FISH-BASED INVESTIGATION OF CDKN2A AND IFNA14 IN GLIOBLASTOMA

Abstract

Abstract AIMS Glioblastoma (GBM) tumours have a dismal prognosis despite aggressive anticancer therapy. Deletion of CDKN2A is among the most common genetic changes in GBM (~50%) and has been strongly associated with worse prognosis. Next generation DNA sequencing had shown that deletion of IFNA genes (located proximal to CDKN2A) is also a major genetic event in GBM (~25%). Clinical Identification of in vivo state of these two genes might facilitate improved individualized therapeutics. METHOD Glioma tissue microarray consisting of 45 samples was used to assess the co-deletion of CDKN2A and IFNA14 genes simultaneously, using a novel three-color fluorescence in situ hybridization (FISH) probe. We examined the correlation between CDKN2A and p16INK4a protein expression detected using immunohistochemistry (IHC). RESULTS FISH analysis showed that 44% of the primary GBMs harboured homozygous deletions of both CDKN2a and INFA14. By contrast, all grade II and III gliomas, had either wild-type or amplified CDKN2A and INFA14. All samples that showed CDKN2A homozygous deletion (n=11) were negative for p16INK4a staining, while 20 cores that were positive for p16INK4a expression did not harbour CDKN2A deletion.

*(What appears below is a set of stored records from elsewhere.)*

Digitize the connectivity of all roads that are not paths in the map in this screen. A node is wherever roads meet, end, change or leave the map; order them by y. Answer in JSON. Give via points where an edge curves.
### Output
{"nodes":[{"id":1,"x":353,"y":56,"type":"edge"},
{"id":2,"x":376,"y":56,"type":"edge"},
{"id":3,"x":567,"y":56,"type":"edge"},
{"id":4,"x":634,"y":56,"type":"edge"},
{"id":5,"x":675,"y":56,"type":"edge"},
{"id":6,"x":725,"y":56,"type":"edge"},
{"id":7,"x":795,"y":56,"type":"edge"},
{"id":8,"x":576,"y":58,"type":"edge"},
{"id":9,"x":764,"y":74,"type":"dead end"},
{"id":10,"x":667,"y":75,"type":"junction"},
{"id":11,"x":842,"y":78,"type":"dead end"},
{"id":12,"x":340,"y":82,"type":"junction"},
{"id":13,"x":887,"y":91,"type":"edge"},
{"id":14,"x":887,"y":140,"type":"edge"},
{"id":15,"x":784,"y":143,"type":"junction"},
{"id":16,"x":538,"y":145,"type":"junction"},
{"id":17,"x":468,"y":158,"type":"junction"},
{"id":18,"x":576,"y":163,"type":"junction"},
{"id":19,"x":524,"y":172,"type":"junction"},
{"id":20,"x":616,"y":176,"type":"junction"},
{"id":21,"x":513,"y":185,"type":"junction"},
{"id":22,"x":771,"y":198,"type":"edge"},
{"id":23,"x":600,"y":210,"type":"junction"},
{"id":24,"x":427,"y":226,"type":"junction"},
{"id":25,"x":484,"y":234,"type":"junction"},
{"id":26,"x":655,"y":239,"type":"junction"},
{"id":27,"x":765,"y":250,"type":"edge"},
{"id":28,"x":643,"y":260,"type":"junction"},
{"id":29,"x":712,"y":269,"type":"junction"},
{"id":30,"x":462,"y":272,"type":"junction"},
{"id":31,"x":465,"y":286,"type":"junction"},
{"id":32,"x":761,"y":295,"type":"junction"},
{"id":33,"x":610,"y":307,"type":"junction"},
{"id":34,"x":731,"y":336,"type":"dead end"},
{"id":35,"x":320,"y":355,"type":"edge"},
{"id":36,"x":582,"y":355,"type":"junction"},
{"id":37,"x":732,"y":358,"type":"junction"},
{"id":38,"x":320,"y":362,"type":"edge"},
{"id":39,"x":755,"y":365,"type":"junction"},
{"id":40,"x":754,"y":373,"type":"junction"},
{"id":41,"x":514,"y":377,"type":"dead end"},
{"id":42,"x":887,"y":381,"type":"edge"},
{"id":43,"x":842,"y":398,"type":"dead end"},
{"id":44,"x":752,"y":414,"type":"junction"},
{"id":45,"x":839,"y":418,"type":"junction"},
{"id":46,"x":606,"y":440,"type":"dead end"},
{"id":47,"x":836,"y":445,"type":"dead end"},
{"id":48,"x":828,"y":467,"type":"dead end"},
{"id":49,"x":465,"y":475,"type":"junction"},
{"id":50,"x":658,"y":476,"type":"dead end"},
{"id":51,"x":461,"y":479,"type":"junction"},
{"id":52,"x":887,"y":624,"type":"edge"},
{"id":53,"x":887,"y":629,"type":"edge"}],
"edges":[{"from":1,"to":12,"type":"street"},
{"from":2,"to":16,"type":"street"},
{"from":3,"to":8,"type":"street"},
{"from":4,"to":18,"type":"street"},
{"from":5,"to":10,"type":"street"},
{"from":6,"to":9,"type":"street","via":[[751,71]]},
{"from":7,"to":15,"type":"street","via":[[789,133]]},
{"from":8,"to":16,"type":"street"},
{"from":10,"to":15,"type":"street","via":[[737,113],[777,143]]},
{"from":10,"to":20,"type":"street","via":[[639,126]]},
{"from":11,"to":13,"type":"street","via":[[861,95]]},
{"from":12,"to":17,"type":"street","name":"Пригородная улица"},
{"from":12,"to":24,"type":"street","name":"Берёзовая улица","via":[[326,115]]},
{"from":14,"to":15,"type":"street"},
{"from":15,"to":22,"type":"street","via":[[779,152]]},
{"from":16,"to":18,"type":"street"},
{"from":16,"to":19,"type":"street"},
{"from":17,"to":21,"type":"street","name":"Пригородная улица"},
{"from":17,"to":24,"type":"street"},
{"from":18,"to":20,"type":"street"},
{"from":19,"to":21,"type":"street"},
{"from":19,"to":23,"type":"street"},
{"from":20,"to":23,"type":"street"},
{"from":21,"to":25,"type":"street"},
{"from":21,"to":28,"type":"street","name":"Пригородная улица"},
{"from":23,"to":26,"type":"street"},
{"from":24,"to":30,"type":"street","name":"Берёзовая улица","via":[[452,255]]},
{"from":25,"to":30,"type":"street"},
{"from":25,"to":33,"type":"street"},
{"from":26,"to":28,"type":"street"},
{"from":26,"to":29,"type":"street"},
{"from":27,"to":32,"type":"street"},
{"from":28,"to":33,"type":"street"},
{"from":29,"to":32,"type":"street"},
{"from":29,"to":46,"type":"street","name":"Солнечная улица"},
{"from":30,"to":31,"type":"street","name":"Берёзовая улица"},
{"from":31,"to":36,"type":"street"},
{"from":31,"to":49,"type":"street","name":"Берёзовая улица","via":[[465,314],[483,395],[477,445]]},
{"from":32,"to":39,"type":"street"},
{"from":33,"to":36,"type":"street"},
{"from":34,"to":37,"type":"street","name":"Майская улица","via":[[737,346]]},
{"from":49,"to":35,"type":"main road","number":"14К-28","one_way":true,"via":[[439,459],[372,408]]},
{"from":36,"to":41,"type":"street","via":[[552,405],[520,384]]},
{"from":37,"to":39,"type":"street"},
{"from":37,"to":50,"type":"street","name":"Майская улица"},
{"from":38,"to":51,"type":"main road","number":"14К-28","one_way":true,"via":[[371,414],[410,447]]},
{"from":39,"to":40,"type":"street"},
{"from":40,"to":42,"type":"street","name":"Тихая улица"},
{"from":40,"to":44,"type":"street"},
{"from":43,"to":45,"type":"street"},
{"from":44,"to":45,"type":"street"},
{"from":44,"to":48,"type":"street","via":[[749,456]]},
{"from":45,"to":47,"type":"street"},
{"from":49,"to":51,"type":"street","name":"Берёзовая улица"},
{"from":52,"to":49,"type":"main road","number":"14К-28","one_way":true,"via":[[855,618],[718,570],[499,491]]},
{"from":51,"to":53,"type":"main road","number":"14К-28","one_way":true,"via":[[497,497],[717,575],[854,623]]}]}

Survival curves of primary GBMs suggested that both the co-deletion of CDKN2A/INFA14 and negative p16INK4a expression were associated with shorter survival time. CONCLUSIONS Our FISH/IHC analyses indicate a strong correlation between CDKN2A and p16INK4a protein expression in grade III/II glioma, suggesting that amplification of CDKN2A might act as a gatekeeper to reduce the incidence of grade IV. Our data also highlight the high frequency of CDKN2A/INFA14 co-deletion in GBM tumours that might together impact on survival time.